**Information shown**
════════════════

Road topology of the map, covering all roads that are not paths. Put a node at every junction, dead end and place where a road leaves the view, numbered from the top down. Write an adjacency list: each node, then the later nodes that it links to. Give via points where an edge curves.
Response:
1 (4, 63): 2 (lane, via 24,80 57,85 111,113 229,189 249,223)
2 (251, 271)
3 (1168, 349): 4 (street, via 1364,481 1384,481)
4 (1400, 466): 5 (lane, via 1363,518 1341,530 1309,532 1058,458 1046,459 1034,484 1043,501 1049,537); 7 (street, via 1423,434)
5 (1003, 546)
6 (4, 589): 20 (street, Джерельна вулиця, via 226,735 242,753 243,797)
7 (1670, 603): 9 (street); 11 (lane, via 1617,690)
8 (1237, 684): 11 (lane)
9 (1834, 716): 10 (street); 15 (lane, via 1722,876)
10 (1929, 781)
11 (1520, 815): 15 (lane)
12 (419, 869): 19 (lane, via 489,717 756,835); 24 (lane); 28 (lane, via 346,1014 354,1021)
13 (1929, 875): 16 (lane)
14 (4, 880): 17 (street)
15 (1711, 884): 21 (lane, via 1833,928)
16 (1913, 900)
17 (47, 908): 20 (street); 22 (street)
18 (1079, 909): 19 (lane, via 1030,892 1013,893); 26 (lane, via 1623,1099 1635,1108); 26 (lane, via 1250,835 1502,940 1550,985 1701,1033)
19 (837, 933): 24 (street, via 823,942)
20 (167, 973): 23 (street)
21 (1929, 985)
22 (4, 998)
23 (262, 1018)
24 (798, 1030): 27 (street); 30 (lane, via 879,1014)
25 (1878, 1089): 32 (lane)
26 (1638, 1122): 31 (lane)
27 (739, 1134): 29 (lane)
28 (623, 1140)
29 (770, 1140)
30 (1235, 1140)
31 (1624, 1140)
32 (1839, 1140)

════════════════

**Work to be completed**
Repeat each record word for word. Do not leave any out.

**Finished task**
Road topology of the map, covering all roads that are not paths. Put a node at every junction, dead end and place where a road leaves the view, numbered from the top down. Write an adjacency list: each node, then the later nodes that it links to. Give via points where an edge curves.
Response:
1 (4, 63): 2 (lane, via 24,80 57,85 111,113 229,189 249,223)
2 (251, 271)
3 (1168, 349): 4 (street, via 1364,481 1384,481)
4 (1400, 466): 5 (lane, via 1363,518 1341,530 1309,532 1058,458 1046,459 1034,484 1043,501 1049,537); 7 (street, via 1423,434)
5 (1003, 546)
6 (4, 589): 20 (street, Джерельна вулиця, via 226,735 242,753 243,797)
7 (1670, 603): 9 (street); 11 (lane, via 1617,690)
8 (1237, 684): 11 (lane)
9 (1834, 716): 10 (street); 15 (lane, via 1722,876)
10 (1929, 781)
11 (1520, 815): 15 (lane)
12 (419, 869): 19 (lane, via 489,717 756,835); 24 (lane); 28 (lane, via 346,1014 354,1021)
13 (1929, 875): 16 (lane)
14 (4, 880): 17 (street)
15 (1711, 884): 21 (lane, via 1833,928)
16 (1913, 900)
17 (47, 908): 20 (street); 22 (street)
18 (1079, 909): 19 (lane, via 1030,892 1013,893); 26 (lane, via 1623,1099 1635,1108); 26 (lane, via 1250,835 1502,940 1550,985 1701,1033)
19 (837, 933): 24 (street, via 823,942)
20 (167, 973): 23 (street)
21 (1929, 985)
22 (4, 998)
23 (262, 1018)
24 (798, 1030): 27 (street); 30 (lane, via 879,1014)
25 (1878, 1089): 32 (lane)
26 (1638, 1122): 31 (lane)
27 (739, 1134): 29 (lane)
28 (623, 1140)
29 (770, 1140)
30 (1235, 1140)
31 (1624, 1140)
32 (1839, 1140)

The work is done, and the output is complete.